**Your assignment:** Report each line of the entries that contains the word "image", copied in full.

--- Records for this task ---

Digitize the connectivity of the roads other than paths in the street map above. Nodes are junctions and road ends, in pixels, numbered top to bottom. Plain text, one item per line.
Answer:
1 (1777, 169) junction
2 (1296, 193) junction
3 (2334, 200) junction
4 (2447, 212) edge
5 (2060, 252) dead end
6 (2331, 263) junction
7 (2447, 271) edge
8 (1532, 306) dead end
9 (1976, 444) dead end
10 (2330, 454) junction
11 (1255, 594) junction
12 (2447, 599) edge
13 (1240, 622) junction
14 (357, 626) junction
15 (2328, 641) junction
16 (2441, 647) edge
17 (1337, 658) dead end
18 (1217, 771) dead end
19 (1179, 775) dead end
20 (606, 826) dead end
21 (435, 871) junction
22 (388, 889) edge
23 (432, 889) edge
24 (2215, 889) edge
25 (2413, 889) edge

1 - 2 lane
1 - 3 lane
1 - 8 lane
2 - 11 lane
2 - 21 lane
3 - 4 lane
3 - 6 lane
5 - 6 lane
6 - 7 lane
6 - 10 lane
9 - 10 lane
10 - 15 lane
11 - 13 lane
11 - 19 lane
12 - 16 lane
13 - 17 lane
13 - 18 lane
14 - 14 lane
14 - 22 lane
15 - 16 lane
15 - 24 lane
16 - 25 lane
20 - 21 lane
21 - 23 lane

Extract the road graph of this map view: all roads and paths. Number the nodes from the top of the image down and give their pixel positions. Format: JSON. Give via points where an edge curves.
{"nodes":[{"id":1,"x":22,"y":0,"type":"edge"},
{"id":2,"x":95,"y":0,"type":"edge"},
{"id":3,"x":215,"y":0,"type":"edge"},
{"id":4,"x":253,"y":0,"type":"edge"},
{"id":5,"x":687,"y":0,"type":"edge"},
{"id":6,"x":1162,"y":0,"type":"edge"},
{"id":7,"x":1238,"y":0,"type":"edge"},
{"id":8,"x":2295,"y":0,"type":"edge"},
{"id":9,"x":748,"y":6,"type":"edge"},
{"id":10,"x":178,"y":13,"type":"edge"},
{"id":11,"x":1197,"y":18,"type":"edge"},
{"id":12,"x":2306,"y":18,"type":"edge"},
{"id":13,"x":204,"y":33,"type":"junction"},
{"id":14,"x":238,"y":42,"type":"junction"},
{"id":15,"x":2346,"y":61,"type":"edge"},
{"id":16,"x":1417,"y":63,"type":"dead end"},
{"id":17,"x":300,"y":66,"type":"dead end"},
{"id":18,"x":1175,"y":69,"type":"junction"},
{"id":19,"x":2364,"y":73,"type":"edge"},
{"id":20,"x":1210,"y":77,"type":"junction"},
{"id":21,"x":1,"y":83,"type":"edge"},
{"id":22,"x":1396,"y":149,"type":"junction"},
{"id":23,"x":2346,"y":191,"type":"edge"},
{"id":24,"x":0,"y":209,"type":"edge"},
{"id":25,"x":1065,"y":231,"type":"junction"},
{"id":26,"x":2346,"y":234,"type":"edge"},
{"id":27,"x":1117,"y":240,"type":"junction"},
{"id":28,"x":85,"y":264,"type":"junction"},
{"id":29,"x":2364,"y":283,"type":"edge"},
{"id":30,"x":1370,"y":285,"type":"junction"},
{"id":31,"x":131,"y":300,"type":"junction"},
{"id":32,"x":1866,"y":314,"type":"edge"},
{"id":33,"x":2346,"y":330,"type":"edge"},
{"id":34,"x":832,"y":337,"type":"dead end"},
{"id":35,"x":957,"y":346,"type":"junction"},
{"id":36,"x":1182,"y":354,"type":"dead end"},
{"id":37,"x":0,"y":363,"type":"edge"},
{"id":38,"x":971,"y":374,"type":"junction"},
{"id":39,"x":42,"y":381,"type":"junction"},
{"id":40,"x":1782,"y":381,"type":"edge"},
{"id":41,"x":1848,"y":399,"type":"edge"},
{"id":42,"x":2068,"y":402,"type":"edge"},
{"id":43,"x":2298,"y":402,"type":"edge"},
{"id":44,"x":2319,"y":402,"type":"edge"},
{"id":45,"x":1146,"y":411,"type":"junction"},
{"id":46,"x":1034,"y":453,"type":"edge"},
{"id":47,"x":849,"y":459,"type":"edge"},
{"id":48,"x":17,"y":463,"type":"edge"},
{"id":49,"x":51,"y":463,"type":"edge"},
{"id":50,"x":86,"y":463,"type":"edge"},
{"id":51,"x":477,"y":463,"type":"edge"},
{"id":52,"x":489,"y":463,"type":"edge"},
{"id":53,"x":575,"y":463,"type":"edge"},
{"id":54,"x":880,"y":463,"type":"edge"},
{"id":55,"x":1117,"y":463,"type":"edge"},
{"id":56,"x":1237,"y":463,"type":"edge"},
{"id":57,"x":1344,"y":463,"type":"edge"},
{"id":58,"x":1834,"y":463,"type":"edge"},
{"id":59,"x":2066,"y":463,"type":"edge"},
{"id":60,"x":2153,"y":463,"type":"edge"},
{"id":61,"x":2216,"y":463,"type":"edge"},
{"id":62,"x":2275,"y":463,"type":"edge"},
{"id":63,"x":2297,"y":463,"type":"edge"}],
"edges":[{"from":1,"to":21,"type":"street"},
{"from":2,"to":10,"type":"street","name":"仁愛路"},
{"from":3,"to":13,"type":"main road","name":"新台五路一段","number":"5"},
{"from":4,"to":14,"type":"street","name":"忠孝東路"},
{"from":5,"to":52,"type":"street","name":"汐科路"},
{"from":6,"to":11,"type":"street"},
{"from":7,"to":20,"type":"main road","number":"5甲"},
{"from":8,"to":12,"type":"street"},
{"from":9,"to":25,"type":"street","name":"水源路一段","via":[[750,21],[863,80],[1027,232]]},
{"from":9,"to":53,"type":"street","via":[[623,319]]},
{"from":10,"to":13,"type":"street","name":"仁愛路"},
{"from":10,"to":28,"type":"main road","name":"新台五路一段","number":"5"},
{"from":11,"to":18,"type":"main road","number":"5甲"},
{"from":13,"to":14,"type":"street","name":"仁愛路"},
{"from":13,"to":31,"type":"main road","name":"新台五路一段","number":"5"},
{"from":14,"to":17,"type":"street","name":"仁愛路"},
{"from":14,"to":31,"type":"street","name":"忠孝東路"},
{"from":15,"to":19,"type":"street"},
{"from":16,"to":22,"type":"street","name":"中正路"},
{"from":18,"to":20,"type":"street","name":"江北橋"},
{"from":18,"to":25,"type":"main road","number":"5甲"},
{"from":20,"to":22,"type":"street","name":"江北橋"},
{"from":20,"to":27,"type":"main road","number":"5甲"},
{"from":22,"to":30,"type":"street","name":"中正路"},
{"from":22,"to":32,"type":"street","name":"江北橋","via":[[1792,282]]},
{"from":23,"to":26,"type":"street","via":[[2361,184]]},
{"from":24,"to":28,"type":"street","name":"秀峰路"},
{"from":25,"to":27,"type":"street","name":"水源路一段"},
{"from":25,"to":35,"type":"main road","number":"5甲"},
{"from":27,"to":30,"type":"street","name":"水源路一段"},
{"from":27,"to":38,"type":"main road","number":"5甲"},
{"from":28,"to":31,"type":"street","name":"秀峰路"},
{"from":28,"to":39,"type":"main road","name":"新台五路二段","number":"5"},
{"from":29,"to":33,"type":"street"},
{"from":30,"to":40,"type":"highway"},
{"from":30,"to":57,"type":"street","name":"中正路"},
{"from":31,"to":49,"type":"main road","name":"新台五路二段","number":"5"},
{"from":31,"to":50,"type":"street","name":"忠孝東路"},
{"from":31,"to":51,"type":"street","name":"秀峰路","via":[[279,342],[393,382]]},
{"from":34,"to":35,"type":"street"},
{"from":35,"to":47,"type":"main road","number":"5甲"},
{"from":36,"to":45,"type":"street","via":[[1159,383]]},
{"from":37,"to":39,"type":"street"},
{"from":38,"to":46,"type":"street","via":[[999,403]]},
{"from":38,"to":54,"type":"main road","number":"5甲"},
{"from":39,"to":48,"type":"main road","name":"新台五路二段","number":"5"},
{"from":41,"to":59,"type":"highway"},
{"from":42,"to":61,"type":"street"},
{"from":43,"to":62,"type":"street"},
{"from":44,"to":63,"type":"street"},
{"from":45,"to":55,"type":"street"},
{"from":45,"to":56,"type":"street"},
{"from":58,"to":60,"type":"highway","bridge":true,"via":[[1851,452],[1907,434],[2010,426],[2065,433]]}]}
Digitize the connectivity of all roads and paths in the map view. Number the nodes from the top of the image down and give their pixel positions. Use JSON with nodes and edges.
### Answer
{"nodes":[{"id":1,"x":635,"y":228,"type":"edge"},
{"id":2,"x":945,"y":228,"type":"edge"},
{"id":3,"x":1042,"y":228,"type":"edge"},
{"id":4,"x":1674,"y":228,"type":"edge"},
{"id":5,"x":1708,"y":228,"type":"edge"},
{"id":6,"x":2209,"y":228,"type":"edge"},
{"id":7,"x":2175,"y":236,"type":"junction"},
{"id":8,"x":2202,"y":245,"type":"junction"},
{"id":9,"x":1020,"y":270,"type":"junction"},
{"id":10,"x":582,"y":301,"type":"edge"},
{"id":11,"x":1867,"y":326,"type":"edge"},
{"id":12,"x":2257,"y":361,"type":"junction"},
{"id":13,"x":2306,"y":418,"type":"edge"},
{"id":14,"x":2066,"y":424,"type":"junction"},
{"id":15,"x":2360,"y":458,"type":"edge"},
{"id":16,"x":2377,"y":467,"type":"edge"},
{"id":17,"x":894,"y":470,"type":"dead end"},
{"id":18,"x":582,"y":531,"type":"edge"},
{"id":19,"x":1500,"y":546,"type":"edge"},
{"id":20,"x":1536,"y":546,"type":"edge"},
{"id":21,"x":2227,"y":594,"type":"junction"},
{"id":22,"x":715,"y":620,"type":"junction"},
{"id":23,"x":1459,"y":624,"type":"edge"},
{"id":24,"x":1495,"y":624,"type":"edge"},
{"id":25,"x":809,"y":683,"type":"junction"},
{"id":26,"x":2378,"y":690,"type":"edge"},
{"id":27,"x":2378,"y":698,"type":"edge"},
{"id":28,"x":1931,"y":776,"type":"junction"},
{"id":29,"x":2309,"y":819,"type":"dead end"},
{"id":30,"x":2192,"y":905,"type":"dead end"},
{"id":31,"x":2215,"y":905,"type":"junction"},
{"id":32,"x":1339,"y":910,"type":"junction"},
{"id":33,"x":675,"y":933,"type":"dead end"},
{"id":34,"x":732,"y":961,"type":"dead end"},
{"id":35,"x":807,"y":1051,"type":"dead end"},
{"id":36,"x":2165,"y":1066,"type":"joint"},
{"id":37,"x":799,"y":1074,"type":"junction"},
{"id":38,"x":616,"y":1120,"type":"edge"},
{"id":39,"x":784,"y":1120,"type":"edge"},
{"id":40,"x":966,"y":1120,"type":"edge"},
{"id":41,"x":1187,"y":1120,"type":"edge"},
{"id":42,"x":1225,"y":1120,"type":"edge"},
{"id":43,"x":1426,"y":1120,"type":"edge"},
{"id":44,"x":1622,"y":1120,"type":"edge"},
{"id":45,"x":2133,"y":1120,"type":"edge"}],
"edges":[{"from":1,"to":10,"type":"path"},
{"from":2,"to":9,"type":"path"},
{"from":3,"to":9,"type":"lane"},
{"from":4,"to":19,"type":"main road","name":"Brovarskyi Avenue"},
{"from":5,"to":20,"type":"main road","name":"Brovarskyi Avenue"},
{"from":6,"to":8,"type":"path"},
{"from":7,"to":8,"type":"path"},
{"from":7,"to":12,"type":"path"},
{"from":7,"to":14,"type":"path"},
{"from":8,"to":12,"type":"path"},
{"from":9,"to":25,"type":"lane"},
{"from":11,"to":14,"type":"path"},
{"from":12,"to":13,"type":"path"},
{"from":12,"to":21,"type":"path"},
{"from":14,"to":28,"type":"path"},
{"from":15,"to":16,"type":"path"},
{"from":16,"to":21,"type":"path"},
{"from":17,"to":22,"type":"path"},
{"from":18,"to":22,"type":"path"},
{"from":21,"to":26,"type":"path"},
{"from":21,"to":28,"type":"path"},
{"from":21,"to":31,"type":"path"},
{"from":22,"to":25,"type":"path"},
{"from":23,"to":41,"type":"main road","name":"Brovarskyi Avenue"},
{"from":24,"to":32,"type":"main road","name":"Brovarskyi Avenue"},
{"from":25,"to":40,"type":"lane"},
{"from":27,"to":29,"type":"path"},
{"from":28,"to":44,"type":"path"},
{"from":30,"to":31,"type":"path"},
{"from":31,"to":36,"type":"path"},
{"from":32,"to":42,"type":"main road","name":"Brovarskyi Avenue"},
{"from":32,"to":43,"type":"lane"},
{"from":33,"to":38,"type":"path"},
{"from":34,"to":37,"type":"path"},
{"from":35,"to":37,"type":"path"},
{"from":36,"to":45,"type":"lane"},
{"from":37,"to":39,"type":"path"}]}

---

**Reply to the exercise:**
Extract the road graph of this map view: all roads and paths. Number the nodes from the top of the image down and give their pixel positions. Format: JSON. Give via points where an edge curves.
Digitize the connectivity of all roads and paths in the map view. Number the nodes from the top of the image down and give their pixel positions. Use JSON with nodes and edges.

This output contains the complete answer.